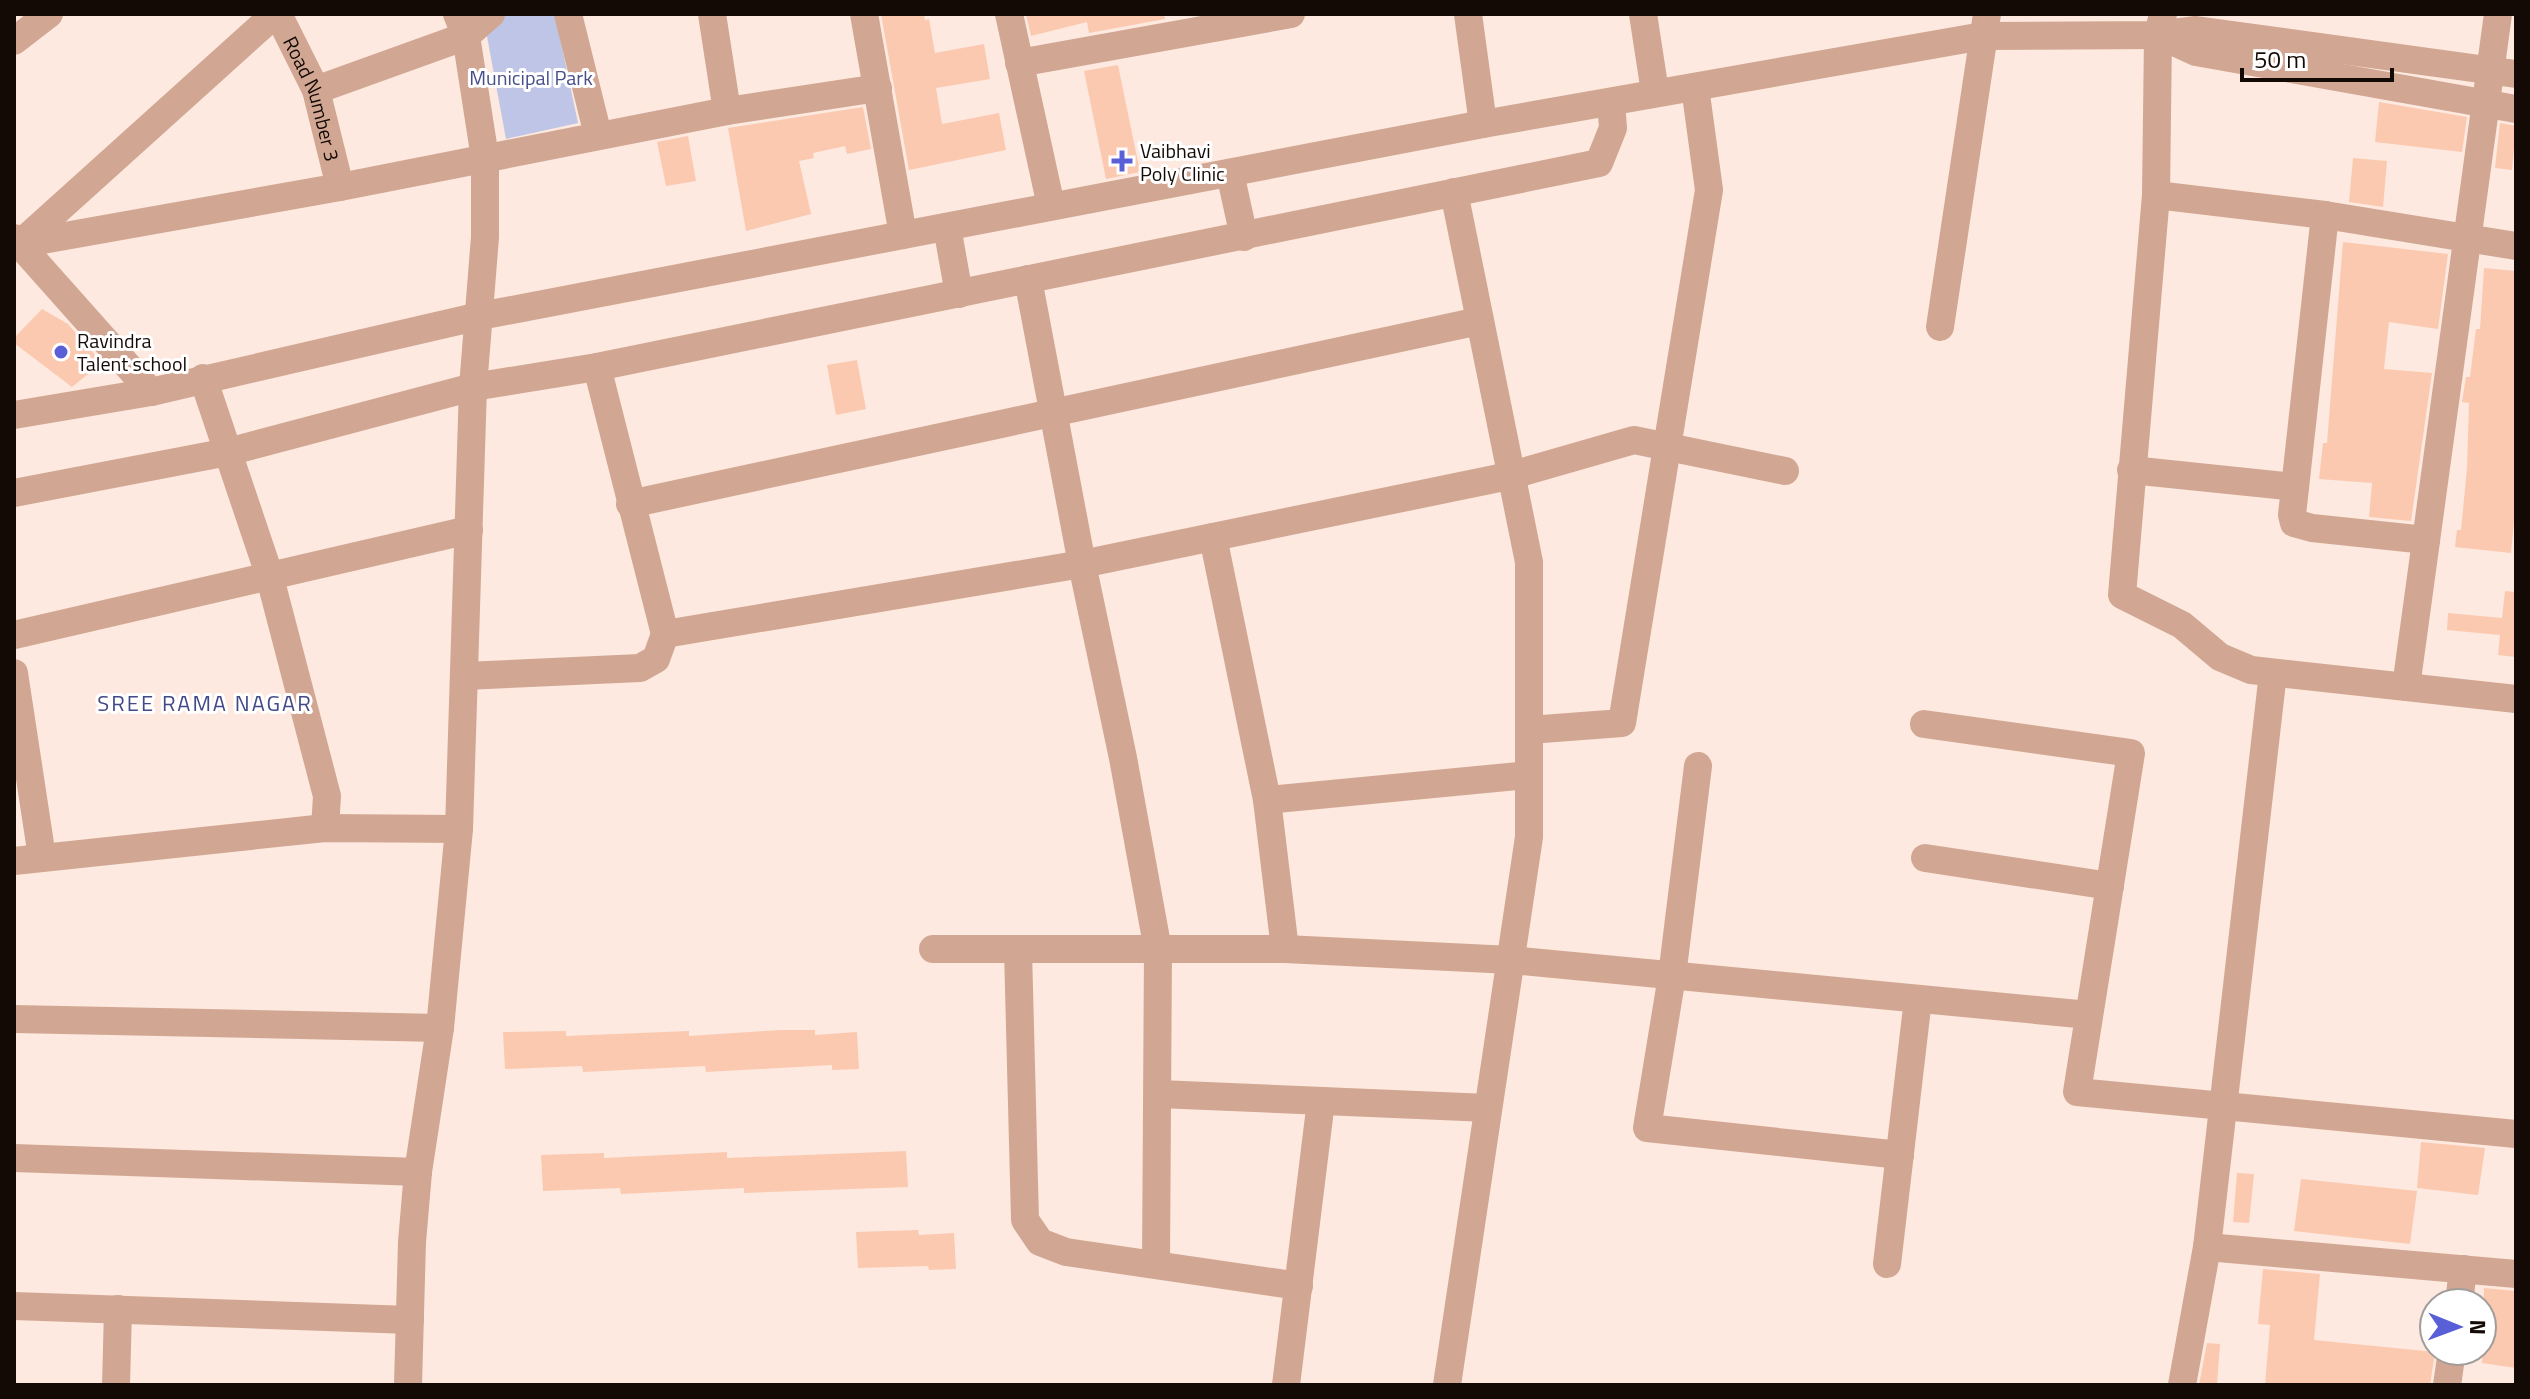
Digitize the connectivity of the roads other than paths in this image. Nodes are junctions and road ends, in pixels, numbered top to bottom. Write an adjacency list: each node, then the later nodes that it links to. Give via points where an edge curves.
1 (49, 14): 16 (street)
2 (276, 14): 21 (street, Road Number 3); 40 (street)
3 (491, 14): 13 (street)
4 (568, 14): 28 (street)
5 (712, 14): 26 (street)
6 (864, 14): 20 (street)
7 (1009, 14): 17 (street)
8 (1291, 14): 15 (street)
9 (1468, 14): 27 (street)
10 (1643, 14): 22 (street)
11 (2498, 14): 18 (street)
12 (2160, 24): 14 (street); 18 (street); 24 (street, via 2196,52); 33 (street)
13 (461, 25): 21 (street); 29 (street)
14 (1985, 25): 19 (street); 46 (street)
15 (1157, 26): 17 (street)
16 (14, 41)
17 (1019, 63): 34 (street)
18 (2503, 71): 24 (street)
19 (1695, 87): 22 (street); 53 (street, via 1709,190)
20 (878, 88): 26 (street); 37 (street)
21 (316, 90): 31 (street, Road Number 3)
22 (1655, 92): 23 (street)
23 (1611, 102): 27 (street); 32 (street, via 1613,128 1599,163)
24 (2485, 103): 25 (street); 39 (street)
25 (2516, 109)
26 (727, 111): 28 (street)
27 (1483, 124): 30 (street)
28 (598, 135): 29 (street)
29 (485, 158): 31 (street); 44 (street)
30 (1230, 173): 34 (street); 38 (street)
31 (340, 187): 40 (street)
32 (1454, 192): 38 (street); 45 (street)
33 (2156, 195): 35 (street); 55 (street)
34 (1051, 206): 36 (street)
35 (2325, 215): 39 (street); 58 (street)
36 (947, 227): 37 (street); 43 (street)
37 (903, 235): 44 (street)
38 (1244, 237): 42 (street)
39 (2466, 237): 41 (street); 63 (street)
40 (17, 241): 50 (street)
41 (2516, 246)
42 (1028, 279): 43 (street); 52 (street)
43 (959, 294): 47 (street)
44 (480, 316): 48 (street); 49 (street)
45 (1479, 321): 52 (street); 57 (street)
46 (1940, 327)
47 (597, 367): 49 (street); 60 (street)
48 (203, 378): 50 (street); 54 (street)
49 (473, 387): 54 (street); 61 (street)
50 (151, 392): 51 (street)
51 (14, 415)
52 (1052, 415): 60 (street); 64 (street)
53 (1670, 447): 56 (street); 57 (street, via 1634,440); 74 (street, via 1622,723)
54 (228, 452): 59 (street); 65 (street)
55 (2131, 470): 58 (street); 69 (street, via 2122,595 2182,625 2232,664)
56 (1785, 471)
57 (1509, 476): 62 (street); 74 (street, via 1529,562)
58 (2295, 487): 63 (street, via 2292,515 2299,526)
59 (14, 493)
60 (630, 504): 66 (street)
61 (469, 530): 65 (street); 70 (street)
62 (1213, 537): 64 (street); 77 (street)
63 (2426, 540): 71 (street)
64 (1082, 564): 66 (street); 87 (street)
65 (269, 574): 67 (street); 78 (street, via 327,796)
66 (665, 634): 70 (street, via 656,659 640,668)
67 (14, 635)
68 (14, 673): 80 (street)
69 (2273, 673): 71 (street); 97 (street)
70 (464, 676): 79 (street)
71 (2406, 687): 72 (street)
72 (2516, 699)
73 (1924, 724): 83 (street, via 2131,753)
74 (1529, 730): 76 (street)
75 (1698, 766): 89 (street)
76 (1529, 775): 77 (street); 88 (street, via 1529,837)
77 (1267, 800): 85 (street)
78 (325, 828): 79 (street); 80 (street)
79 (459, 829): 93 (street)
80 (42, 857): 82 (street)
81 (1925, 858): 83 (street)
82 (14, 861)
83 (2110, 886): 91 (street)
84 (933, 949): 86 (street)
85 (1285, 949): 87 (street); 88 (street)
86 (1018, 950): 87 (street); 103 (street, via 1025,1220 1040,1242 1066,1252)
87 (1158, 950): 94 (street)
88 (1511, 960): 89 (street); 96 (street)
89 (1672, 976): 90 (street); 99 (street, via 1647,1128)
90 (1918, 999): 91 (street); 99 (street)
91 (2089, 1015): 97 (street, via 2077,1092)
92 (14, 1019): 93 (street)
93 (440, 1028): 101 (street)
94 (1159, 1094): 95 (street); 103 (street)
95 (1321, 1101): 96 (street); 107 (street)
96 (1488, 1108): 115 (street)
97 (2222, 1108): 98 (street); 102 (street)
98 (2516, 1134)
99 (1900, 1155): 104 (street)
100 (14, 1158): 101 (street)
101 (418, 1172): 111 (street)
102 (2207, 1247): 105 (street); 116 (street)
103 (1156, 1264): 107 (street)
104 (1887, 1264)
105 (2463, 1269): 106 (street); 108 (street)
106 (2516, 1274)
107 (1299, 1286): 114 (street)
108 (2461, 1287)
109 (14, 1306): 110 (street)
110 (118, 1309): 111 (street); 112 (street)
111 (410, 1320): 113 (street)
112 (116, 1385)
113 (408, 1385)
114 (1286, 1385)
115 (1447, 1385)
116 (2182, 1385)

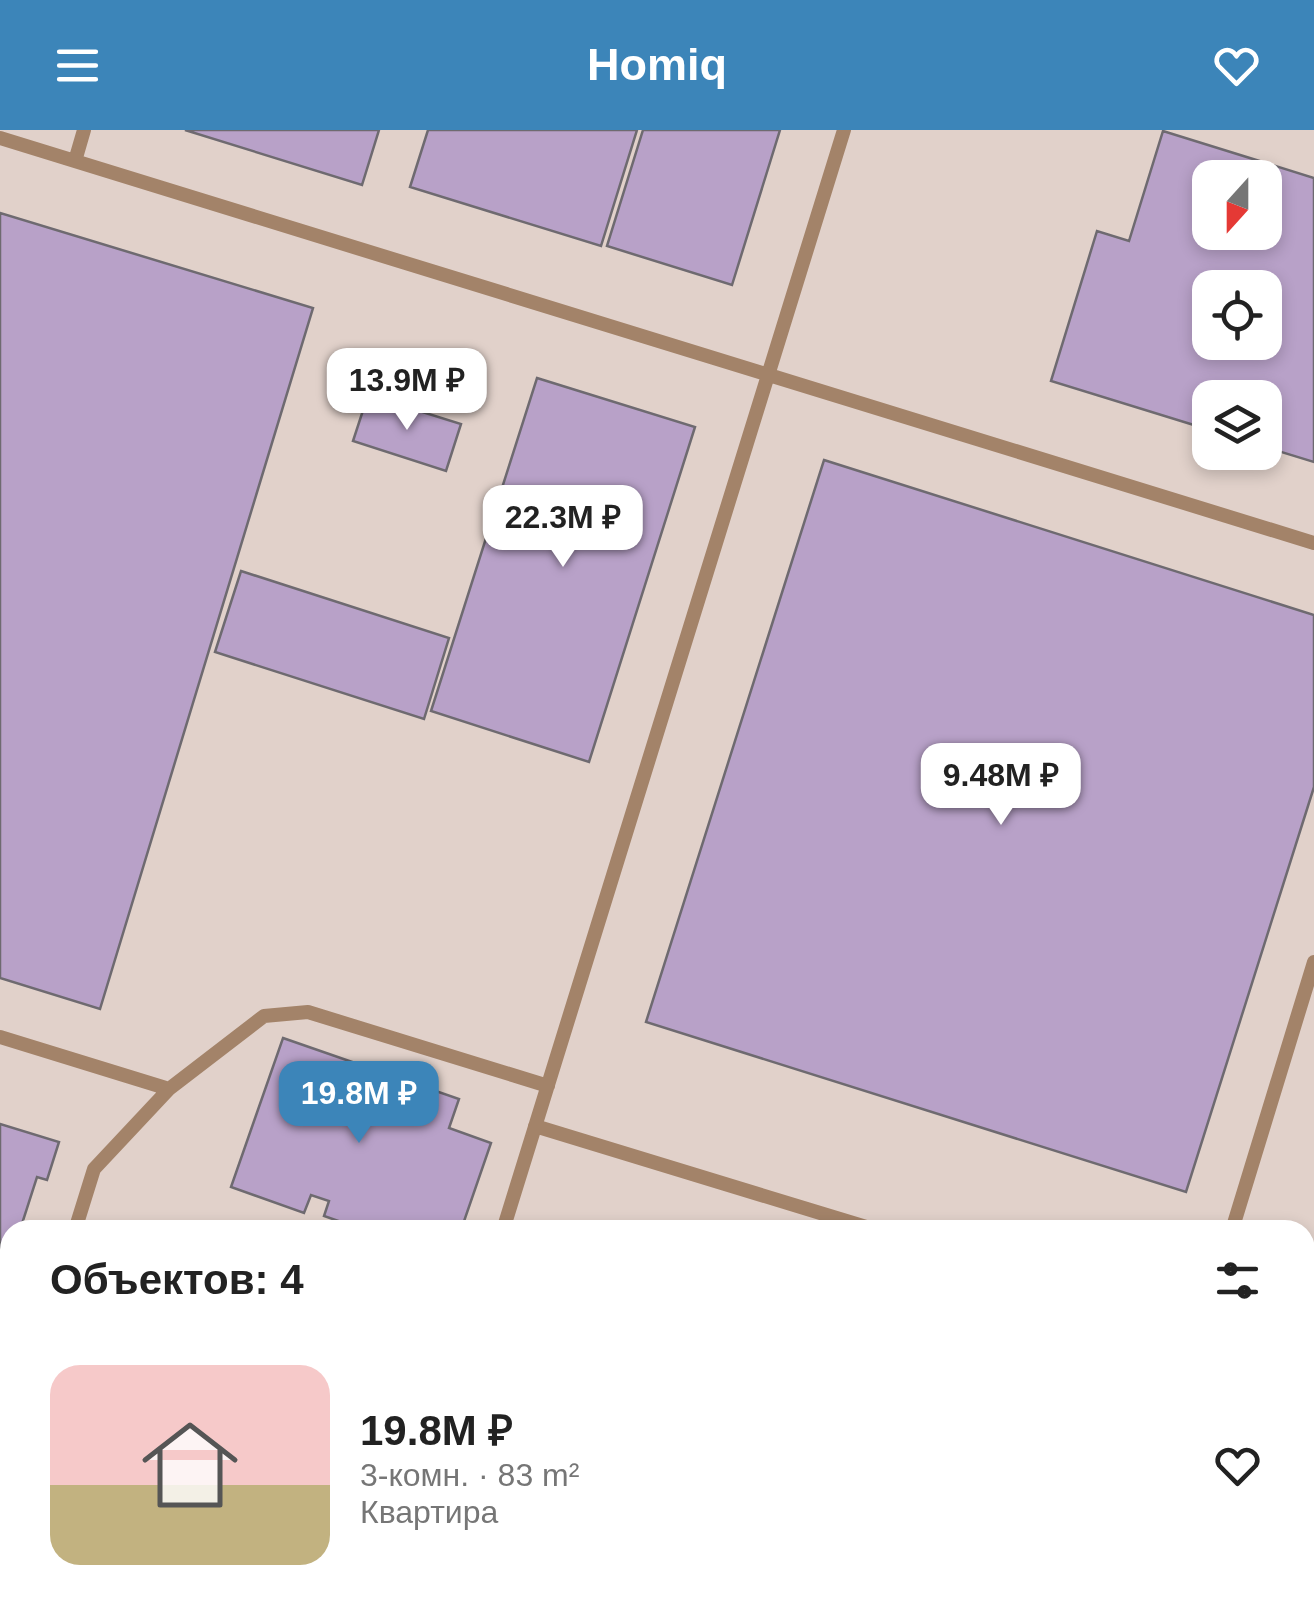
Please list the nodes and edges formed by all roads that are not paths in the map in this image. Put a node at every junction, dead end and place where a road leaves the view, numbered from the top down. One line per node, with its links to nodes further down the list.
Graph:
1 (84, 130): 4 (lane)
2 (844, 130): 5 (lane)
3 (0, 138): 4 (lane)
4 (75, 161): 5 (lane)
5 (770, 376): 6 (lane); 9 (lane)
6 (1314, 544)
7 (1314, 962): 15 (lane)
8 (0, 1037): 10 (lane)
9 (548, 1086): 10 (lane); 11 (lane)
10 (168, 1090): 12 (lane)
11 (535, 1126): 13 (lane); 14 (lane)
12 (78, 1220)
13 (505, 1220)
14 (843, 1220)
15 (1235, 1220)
* * *
Instructions to follow: Which lines in the records above include the word "that"? Copy them out.

Exercise response:
Digitize the connectivity of the roads other than paths in this image. Nodes are junctions and road ends, in pixels, numbered top to bottom. Write an adjacency list: each node, then the later nodes that it links to. Give via points where an edge curves.
Please list the nodes and edges formed by all roads that are not paths in the map in this image. Put a node at every junction, dead end and place where a road leaves the view, numbered from the top down. One line per node, with its links to nodes further down the list.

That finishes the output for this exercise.